**ASSIGNED TASK**
Copy every record word for word.

**DATA UNDER STUDY**
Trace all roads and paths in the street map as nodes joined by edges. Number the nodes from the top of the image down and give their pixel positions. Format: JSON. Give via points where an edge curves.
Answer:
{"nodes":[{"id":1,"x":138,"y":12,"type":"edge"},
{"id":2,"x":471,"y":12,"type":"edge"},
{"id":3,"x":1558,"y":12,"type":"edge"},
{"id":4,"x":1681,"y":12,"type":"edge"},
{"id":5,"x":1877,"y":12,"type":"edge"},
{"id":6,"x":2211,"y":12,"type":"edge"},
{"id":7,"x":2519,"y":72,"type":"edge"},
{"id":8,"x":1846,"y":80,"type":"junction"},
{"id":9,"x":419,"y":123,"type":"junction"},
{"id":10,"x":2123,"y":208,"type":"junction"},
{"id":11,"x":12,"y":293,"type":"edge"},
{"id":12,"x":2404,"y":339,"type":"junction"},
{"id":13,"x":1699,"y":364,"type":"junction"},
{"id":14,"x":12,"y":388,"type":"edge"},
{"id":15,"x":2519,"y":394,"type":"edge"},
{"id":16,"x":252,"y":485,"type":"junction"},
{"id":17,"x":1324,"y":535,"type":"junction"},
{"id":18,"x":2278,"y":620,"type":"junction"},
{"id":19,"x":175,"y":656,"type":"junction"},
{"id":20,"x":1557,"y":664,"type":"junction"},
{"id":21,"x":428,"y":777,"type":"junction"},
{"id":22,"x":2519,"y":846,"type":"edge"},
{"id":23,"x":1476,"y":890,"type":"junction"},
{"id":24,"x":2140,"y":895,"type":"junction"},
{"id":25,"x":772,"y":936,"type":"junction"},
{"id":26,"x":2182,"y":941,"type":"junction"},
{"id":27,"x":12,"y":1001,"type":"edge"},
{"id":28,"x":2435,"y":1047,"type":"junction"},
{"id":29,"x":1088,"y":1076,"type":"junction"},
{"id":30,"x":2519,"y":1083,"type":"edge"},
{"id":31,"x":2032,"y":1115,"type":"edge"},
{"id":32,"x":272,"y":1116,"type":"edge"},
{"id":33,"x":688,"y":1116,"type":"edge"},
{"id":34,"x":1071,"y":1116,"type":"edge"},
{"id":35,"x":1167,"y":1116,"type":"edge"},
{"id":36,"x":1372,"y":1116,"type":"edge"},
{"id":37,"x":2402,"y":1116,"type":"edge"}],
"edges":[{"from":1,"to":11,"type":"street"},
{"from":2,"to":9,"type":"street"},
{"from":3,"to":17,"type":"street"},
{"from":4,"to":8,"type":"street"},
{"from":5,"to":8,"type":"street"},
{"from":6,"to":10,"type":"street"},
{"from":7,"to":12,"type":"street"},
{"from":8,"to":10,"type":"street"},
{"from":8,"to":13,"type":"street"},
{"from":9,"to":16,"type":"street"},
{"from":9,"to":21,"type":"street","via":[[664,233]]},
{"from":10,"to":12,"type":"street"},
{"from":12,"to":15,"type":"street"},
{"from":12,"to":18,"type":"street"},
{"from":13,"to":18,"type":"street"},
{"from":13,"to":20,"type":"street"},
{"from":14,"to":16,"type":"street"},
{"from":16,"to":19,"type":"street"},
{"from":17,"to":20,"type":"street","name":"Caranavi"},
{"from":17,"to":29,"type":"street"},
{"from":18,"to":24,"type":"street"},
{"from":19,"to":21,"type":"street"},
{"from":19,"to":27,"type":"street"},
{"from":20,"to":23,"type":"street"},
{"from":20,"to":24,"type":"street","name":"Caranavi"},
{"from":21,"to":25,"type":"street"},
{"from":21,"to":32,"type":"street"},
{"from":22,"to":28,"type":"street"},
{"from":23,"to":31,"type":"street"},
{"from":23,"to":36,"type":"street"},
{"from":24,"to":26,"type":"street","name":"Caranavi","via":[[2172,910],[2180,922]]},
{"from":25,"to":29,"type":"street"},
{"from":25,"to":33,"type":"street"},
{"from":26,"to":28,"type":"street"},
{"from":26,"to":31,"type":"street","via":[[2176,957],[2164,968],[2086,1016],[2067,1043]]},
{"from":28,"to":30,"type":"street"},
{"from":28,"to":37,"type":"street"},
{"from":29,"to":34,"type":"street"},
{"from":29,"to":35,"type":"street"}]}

**ANSWER FOR THIS EXERCISE**
Trace all roads and paths in the street map as nodes joined by edges. Number the nodes from the top of the image down and give their pixel positions. Format: JSON. Give via points where an edge curves.
Answer:
{"nodes":[{"id":1,"x":138,"y":12,"type":"edge"},
{"id":2,"x":471,"y":12,"type":"edge"},
{"id":3,"x":1558,"y":12,"type":"edge"},
{"id":4,"x":1681,"y":12,"type":"edge"},
{"id":5,"x":1877,"y":12,"type":"edge"},
{"id":6,"x":2211,"y":12,"type":"edge"},
{"id":7,"x":2519,"y":72,"type":"edge"},
{"id":8,"x":1846,"y":80,"type":"junction"},
{"id":9,"x":419,"y":123,"type":"junction"},
{"id":10,"x":2123,"y":208,"type":"junction"},
{"id":11,"x":12,"y":293,"type":"edge"},
{"id":12,"x":2404,"y":339,"type":"junction"},
{"id":13,"x":1699,"y":364,"type":"junction"},
{"id":14,"x":12,"y":388,"type":"edge"},
{"id":15,"x":2519,"y":394,"type":"edge"},
{"id":16,"x":252,"y":485,"type":"junction"},
{"id":17,"x":1324,"y":535,"type":"junction"},
{"id":18,"x":2278,"y":620,"type":"junction"},
{"id":19,"x":175,"y":656,"type":"junction"},
{"id":20,"x":1557,"y":664,"type":"junction"},
{"id":21,"x":428,"y":777,"type":"junction"},
{"id":22,"x":2519,"y":846,"type":"edge"},
{"id":23,"x":1476,"y":890,"type":"junction"},
{"id":24,"x":2140,"y":895,"type":"junction"},
{"id":25,"x":772,"y":936,"type":"junction"},
{"id":26,"x":2182,"y":941,"type":"junction"},
{"id":27,"x":12,"y":1001,"type":"edge"},
{"id":28,"x":2435,"y":1047,"type":"junction"},
{"id":29,"x":1088,"y":1076,"type":"junction"},
{"id":30,"x":2519,"y":1083,"type":"edge"},
{"id":31,"x":2032,"y":1115,"type":"edge"},
{"id":32,"x":272,"y":1116,"type":"edge"},
{"id":33,"x":688,"y":1116,"type":"edge"},
{"id":34,"x":1071,"y":1116,"type":"edge"},
{"id":35,"x":1167,"y":1116,"type":"edge"},
{"id":36,"x":1372,"y":1116,"type":"edge"},
{"id":37,"x":2402,"y":1116,"type":"edge"}],
"edges":[{"from":1,"to":11,"type":"street"},
{"from":2,"to":9,"type":"street"},
{"from":3,"to":17,"type":"street"},
{"from":4,"to":8,"type":"street"},
{"from":5,"to":8,"type":"street"},
{"from":6,"to":10,"type":"street"},
{"from":7,"to":12,"type":"street"},
{"from":8,"to":10,"type":"street"},
{"from":8,"to":13,"type":"street"},
{"from":9,"to":16,"type":"street"},
{"from":9,"to":21,"type":"street","via":[[664,233]]},
{"from":10,"to":12,"type":"street"},
{"from":12,"to":15,"type":"street"},
{"from":12,"to":18,"type":"street"},
{"from":13,"to":18,"type":"street"},
{"from":13,"to":20,"type":"street"},
{"from":14,"to":16,"type":"street"},
{"from":16,"to":19,"type":"street"},
{"from":17,"to":20,"type":"street","name":"Caranavi"},
{"from":17,"to":29,"type":"street"},
{"from":18,"to":24,"type":"street"},
{"from":19,"to":21,"type":"street"},
{"from":19,"to":27,"type":"street"},
{"from":20,"to":23,"type":"street"},
{"from":20,"to":24,"type":"street","name":"Caranavi"},
{"from":21,"to":25,"type":"street"},
{"from":21,"to":32,"type":"street"},
{"from":22,"to":28,"type":"street"},
{"from":23,"to":31,"type":"street"},
{"from":23,"to":36,"type":"street"},
{"from":24,"to":26,"type":"street","name":"Caranavi","via":[[2172,910],[2180,922]]},
{"from":25,"to":29,"type":"street"},
{"from":25,"to":33,"type":"street"},
{"from":26,"to":28,"type":"street"},
{"from":26,"to":31,"type":"street","via":[[2176,957],[2164,968],[2086,1016],[2067,1043]]},
{"from":28,"to":30,"type":"street"},
{"from":28,"to":37,"type":"street"},
{"from":29,"to":34,"type":"street"},
{"from":29,"to":35,"type":"street"}]}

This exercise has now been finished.